Collected data
+ + +
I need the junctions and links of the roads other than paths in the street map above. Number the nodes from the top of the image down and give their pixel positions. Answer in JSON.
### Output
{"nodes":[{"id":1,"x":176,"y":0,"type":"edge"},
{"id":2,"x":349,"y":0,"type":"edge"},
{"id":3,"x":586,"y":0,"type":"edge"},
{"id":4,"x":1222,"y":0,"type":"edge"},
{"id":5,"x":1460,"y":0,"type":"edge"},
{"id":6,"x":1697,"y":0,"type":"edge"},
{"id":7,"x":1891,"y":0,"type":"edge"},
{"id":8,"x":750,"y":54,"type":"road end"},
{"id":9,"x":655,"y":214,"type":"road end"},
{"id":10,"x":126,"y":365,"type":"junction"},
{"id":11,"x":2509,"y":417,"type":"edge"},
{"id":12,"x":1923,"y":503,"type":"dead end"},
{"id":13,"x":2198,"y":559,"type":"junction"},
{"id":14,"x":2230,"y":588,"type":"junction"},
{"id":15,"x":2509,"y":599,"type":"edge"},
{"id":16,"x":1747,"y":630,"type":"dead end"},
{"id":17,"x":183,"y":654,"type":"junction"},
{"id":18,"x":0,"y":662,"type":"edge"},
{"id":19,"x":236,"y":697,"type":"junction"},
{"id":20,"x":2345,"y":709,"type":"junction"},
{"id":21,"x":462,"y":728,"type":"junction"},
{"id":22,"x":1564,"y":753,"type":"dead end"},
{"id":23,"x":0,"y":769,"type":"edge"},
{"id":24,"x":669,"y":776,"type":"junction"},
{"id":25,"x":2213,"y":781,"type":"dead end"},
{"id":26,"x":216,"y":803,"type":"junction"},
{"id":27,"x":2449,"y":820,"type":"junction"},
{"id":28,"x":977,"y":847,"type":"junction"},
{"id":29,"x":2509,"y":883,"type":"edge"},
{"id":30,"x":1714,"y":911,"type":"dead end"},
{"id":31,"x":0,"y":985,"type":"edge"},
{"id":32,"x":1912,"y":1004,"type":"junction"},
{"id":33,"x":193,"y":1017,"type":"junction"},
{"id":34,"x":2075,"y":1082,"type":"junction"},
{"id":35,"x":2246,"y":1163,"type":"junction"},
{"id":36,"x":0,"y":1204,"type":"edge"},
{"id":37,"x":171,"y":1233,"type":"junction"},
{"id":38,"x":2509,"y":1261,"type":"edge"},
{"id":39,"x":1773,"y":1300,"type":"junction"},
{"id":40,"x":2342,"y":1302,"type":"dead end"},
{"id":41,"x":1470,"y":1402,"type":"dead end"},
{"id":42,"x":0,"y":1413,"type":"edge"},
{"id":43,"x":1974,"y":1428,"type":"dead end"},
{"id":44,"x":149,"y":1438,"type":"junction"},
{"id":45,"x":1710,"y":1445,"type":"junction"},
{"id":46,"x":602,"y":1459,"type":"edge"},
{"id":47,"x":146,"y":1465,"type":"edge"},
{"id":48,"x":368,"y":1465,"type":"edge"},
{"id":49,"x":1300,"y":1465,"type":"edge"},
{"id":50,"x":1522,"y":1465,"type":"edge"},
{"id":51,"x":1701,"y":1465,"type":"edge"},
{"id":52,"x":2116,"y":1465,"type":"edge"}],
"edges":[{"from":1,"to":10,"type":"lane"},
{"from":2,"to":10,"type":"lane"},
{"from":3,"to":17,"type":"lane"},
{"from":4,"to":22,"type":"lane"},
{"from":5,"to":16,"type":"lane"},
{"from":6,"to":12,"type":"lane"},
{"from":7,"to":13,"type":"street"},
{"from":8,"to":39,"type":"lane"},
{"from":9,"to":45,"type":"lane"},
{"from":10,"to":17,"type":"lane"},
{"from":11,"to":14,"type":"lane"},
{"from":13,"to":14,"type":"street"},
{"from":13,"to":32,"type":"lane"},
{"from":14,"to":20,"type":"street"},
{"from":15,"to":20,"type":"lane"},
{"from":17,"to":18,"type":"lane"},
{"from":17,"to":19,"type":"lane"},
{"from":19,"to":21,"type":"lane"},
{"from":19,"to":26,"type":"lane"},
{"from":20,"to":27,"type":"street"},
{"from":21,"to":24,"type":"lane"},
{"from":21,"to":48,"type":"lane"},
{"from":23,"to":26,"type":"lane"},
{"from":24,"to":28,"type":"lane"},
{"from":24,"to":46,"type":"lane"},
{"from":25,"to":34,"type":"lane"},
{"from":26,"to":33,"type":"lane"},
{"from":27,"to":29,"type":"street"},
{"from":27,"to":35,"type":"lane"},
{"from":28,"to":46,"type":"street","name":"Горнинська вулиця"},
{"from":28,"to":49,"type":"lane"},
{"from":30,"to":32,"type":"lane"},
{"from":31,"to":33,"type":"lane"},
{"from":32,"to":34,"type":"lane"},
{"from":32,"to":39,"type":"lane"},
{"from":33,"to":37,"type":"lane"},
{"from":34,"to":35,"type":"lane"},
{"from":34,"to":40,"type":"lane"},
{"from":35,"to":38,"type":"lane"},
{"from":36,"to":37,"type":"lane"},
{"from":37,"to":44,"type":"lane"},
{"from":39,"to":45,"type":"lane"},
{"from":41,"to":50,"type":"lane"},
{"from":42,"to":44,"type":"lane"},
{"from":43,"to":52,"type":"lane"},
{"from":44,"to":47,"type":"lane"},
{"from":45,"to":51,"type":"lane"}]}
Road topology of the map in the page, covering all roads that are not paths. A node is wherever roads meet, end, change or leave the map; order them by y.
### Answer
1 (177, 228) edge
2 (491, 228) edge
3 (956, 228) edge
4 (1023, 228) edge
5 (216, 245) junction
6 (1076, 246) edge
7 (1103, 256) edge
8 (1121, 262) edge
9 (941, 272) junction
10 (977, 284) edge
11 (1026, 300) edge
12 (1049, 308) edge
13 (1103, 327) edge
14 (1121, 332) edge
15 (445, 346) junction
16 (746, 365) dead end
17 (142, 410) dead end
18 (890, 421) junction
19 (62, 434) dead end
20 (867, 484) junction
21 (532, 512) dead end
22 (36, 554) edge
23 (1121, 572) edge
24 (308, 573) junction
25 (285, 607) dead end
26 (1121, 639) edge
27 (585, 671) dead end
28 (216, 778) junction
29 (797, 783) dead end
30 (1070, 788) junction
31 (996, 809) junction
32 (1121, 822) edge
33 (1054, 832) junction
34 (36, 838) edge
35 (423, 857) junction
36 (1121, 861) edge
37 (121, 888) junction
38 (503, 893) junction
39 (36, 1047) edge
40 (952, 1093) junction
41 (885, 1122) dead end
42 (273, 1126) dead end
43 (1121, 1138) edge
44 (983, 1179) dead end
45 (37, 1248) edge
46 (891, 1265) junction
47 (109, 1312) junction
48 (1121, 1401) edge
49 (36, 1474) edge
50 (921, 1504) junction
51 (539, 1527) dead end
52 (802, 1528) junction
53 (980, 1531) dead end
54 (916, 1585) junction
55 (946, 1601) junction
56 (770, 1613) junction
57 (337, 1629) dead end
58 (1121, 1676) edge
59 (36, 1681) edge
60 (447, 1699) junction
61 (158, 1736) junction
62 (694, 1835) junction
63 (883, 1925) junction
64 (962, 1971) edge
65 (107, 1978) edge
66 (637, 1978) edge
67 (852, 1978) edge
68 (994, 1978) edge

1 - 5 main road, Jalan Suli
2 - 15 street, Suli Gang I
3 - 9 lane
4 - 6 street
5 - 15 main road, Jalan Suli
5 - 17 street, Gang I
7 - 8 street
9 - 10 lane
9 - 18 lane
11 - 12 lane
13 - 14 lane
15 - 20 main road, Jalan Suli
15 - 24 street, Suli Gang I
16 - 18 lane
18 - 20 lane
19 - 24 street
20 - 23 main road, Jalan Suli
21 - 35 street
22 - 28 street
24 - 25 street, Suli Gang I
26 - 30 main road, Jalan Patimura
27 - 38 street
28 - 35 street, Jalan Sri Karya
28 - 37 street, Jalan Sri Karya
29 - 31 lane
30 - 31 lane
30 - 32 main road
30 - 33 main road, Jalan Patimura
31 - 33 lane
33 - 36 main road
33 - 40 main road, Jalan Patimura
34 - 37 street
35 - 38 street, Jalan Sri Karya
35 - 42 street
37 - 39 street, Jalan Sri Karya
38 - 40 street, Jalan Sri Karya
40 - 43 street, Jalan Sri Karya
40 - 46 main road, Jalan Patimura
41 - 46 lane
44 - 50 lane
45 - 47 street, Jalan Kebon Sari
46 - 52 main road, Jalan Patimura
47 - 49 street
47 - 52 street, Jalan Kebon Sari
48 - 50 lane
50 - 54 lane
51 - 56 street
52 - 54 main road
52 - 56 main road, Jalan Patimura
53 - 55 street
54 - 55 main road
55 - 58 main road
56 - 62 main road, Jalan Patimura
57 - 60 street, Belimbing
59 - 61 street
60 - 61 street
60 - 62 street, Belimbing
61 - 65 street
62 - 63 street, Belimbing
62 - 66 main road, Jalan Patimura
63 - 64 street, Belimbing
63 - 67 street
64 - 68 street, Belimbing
+ + +
#### Problem details:
Please show each line in the records above that contains "roads".

#### Task answer:
I need the junctions and links of the roads other than paths in the street map above. Number the nodes from the top of the image down and give their pixel positions. Answer in JSON.
Road topology of the map in the page, covering all roads that are not paths. A node is wherever roads meet, end, change or leave the map; order them by y.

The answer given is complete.